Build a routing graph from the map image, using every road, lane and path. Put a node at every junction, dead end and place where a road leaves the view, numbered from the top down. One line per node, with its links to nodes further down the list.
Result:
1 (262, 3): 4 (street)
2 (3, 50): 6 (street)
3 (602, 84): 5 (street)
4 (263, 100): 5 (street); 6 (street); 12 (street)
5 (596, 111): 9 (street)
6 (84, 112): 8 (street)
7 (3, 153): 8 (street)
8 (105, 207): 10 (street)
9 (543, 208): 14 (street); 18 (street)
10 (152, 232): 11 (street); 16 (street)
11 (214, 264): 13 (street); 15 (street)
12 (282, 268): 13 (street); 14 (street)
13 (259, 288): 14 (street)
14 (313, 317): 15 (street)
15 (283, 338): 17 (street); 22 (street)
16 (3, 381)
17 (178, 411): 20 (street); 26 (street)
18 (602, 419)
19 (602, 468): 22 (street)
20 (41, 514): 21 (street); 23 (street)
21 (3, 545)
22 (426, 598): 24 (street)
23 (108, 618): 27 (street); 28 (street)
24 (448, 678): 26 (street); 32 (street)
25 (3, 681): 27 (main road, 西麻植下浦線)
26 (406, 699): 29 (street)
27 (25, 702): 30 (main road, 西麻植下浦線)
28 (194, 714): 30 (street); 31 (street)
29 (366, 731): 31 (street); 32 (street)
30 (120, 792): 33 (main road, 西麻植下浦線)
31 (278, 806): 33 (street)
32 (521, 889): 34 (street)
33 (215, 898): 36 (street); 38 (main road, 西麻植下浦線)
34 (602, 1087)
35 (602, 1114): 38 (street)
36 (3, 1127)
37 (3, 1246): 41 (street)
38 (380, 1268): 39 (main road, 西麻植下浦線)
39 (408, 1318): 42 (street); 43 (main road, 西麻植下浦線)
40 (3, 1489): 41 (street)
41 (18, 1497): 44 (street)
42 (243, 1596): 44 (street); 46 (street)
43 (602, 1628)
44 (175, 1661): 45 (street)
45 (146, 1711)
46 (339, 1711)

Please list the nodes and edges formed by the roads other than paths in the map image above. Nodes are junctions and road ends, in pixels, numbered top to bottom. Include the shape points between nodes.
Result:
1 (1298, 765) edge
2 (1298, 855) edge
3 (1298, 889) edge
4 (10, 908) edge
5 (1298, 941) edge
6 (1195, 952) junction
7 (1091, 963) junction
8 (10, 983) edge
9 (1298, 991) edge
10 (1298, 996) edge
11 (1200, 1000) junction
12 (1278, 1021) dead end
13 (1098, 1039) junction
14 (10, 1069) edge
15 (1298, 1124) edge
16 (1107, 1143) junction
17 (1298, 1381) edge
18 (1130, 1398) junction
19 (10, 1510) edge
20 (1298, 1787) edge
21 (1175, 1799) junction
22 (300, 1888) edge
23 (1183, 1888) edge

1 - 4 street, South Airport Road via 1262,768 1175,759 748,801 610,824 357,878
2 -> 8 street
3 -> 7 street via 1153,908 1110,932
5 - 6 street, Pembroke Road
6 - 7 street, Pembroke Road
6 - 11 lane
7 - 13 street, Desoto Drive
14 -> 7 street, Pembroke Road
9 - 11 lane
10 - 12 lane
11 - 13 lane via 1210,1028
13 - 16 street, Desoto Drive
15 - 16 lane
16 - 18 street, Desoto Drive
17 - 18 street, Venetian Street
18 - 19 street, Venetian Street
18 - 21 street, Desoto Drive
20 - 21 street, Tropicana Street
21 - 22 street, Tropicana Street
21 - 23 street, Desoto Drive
# # #
For this task, retype the material exactly, line for line.

Build a routing graph from the map image, using every road, lane and path. Put a node at every junction, dead end and place where a road leaves the view, numbered from the top down. One line per node, with its links to nodes further down the list.
Result:
1 (262, 3): 4 (street)
2 (3, 50): 6 (street)
3 (602, 84): 5 (street)
4 (263, 100): 5 (street); 6 (street); 12 (street)
5 (596, 111): 9 (street)
6 (84, 112): 8 (street)
7 (3, 153): 8 (street)
8 (105, 207): 10 (street)
9 (543, 208): 14 (street); 18 (street)
10 (152, 232): 11 (street); 16 (street)
11 (214, 264): 13 (street); 15 (street)
12 (282, 268): 13 (street); 14 (street)
13 (259, 288): 14 (street)
14 (313, 317): 15 (street)
15 (283, 338): 17 (street); 22 (street)
16 (3, 381)
17 (178, 411): 20 (street); 26 (street)
18 (602, 419)
19 (602, 468): 22 (street)
20 (41, 514): 21 (street); 23 (street)
21 (3, 545)
22 (426, 598): 24 (street)
23 (108, 618): 27 (street); 28 (street)
24 (448, 678): 26 (street); 32 (street)
25 (3, 681): 27 (main road, 西麻植下浦線)
26 (406, 699): 29 (street)
27 (25, 702): 30 (main road, 西麻植下浦線)
28 (194, 714): 30 (street); 31 (street)
29 (366, 731): 31 (street); 32 (street)
30 (120, 792): 33 (main road, 西麻植下浦線)
31 (278, 806): 33 (street)
32 (521, 889): 34 (street)
33 (215, 898): 36 (street); 38 (main road, 西麻植下浦線)
34 (602, 1087)
35 (602, 1114): 38 (street)
36 (3, 1127)
37 (3, 1246): 41 (street)
38 (380, 1268): 39 (main road, 西麻植下浦線)
39 (408, 1318): 42 (street); 43 (main road, 西麻植下浦線)
40 (3, 1489): 41 (street)
41 (18, 1497): 44 (street)
42 (243, 1596): 44 (street); 46 (street)
43 (602, 1628)
44 (175, 1661): 45 (street)
45 (146, 1711)
46 (339, 1711)

Please list the nodes and edges formed by the roads other than paths in the map image above. Nodes are junctions and road ends, in pixels, numbered top to bottom. Include the shape points between nodes.
Result:
1 (1298, 765) edge
2 (1298, 855) edge
3 (1298, 889) edge
4 (10, 908) edge
5 (1298, 941) edge
6 (1195, 952) junction
7 (1091, 963) junction
8 (10, 983) edge
9 (1298, 991) edge
10 (1298, 996) edge
11 (1200, 1000) junction
12 (1278, 1021) dead end
13 (1098, 1039) junction
14 (10, 1069) edge
15 (1298, 1124) edge
16 (1107, 1143) junction
17 (1298, 1381) edge
18 (1130, 1398) junction
19 (10, 1510) edge
20 (1298, 1787) edge
21 (1175, 1799) junction
22 (300, 1888) edge
23 (1183, 1888) edge

1 - 4 street, South Airport Road via 1262,768 1175,759 748,801 610,824 357,878
2 -> 8 street
3 -> 7 street via 1153,908 1110,932
5 - 6 street, Pembroke Road
6 - 7 street, Pembroke Road
6 - 11 lane
7 - 13 street, Desoto Drive
14 -> 7 street, Pembroke Road
9 - 11 lane
10 - 12 lane
11 - 13 lane via 1210,1028
13 - 16 street, Desoto Drive
15 - 16 lane
16 - 18 street, Desoto Drive
17 - 18 street, Venetian Street
18 - 19 street, Venetian Street
18 - 21 street, Desoto Drive
20 - 21 street, Tropicana Street
21 - 22 street, Tropicana Street
21 - 23 street, Desoto Drive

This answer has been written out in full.